- _TASK GOAL_
Output the listing below exactly, minus its images.

- _GIVEN DATA_
Content starts

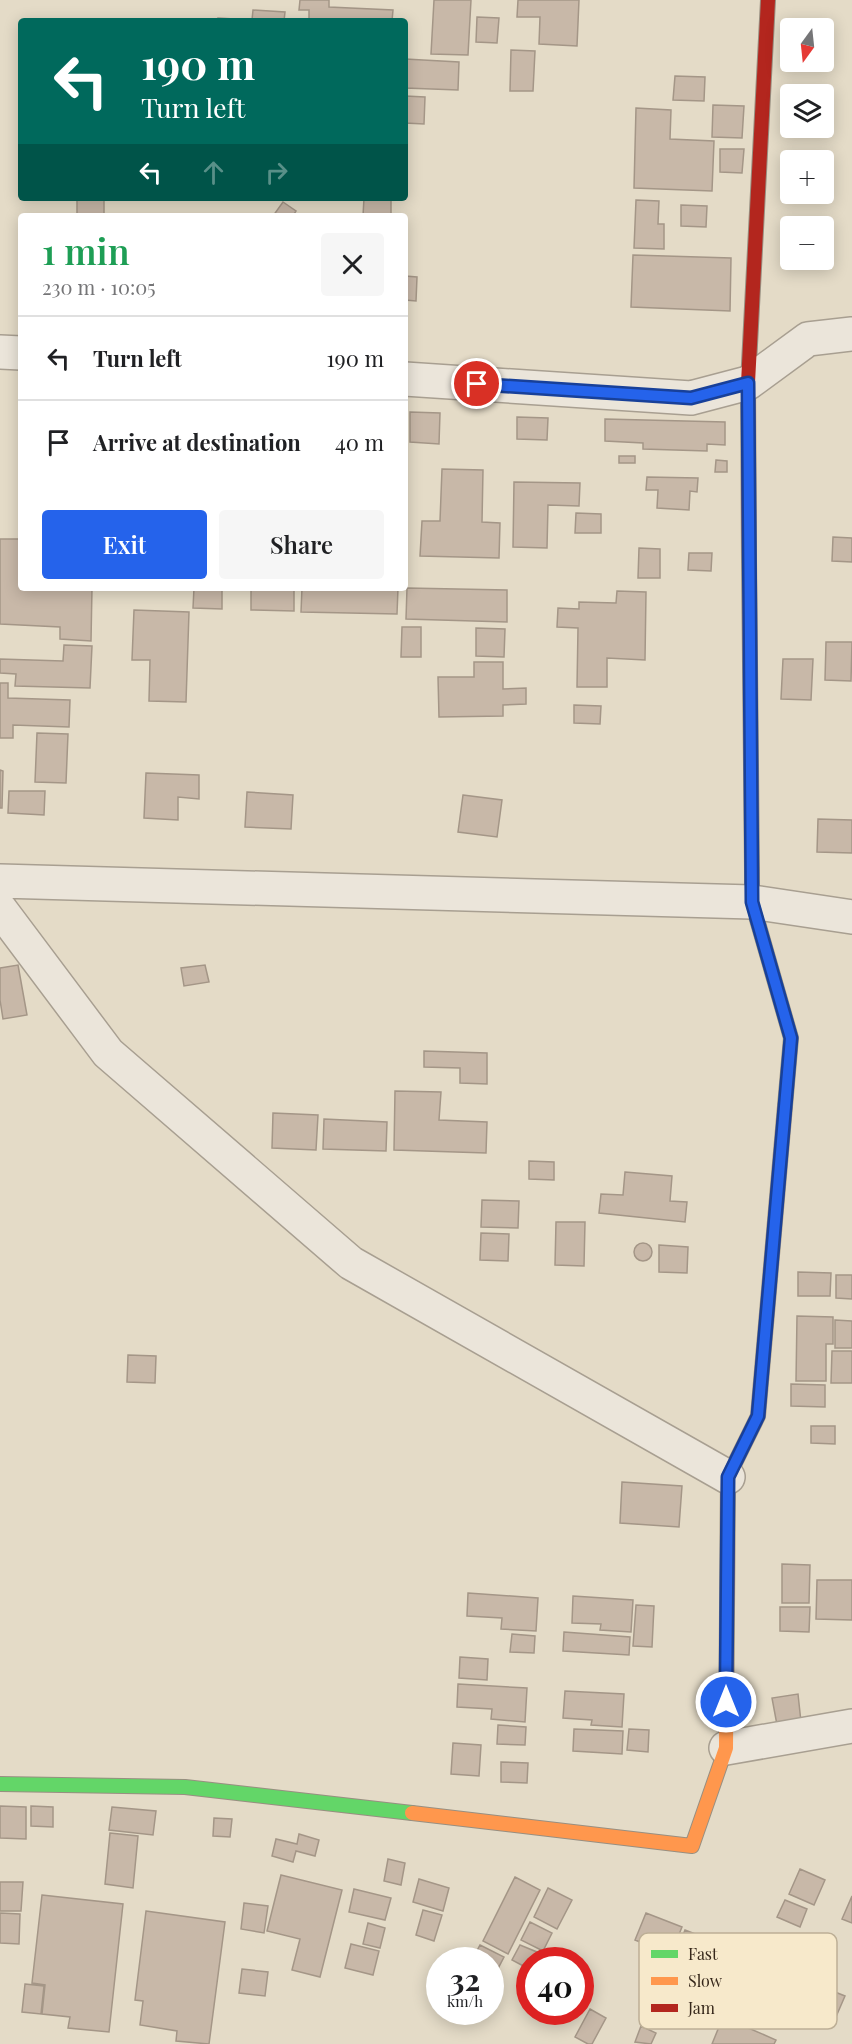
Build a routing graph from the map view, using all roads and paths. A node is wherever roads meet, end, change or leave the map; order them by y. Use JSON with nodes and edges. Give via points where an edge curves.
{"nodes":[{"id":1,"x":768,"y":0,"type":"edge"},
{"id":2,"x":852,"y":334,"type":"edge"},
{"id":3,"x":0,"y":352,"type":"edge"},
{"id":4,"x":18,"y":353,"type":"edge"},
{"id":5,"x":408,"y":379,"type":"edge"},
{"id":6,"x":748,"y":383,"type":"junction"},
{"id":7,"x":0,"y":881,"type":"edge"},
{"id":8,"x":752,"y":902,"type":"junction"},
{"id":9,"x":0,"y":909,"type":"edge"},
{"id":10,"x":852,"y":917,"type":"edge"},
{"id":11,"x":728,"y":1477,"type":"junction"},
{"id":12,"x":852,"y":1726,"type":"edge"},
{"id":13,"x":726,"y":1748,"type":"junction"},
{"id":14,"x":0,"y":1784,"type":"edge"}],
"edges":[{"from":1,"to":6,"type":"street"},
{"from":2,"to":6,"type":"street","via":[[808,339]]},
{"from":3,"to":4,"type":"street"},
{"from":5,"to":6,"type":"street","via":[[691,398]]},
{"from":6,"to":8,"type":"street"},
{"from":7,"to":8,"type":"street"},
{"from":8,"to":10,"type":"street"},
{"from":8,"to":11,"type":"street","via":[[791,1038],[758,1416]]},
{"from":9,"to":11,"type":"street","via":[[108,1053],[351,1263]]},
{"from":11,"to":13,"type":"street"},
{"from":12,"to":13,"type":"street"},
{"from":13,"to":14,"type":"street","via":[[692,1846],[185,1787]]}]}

Content ends

- _EXERCISE RESPONSE_
Build a routing graph from the map view, using all roads and paths. A node is wherever roads meet, end, change or leave the map; order them by y. Use JSON with nodes and edges. Give via points where an edge curves.
{"nodes":[{"id":1,"x":768,"y":0,"type":"edge"},
{"id":2,"x":852,"y":334,"type":"edge"},
{"id":3,"x":0,"y":352,"type":"edge"},
{"id":4,"x":18,"y":353,"type":"edge"},
{"id":5,"x":408,"y":379,"type":"edge"},
{"id":6,"x":748,"y":383,"type":"junction"},
{"id":7,"x":0,"y":881,"type":"edge"},
{"id":8,"x":752,"y":902,"type":"junction"},
{"id":9,"x":0,"y":909,"type":"edge"},
{"id":10,"x":852,"y":917,"type":"edge"},
{"id":11,"x":728,"y":1477,"type":"junction"},
{"id":12,"x":852,"y":1726,"type":"edge"},
{"id":13,"x":726,"y":1748,"type":"junction"},
{"id":14,"x":0,"y":1784,"type":"edge"}],
"edges":[{"from":1,"to":6,"type":"street"},
{"from":2,"to":6,"type":"street","via":[[808,339]]},
{"from":3,"to":4,"type":"street"},
{"from":5,"to":6,"type":"street","via":[[691,398]]},
{"from":6,"to":8,"type":"street"},
{"from":7,"to":8,"type":"street"},
{"from":8,"to":10,"type":"street"},
{"from":8,"to":11,"type":"street","via":[[791,1038],[758,1416]]},
{"from":9,"to":11,"type":"street","via":[[108,1053],[351,1263]]},
{"from":11,"to":13,"type":"street"},
{"from":12,"to":13,"type":"street"},
{"from":13,"to":14,"type":"street","via":[[692,1846],[185,1787]]}]}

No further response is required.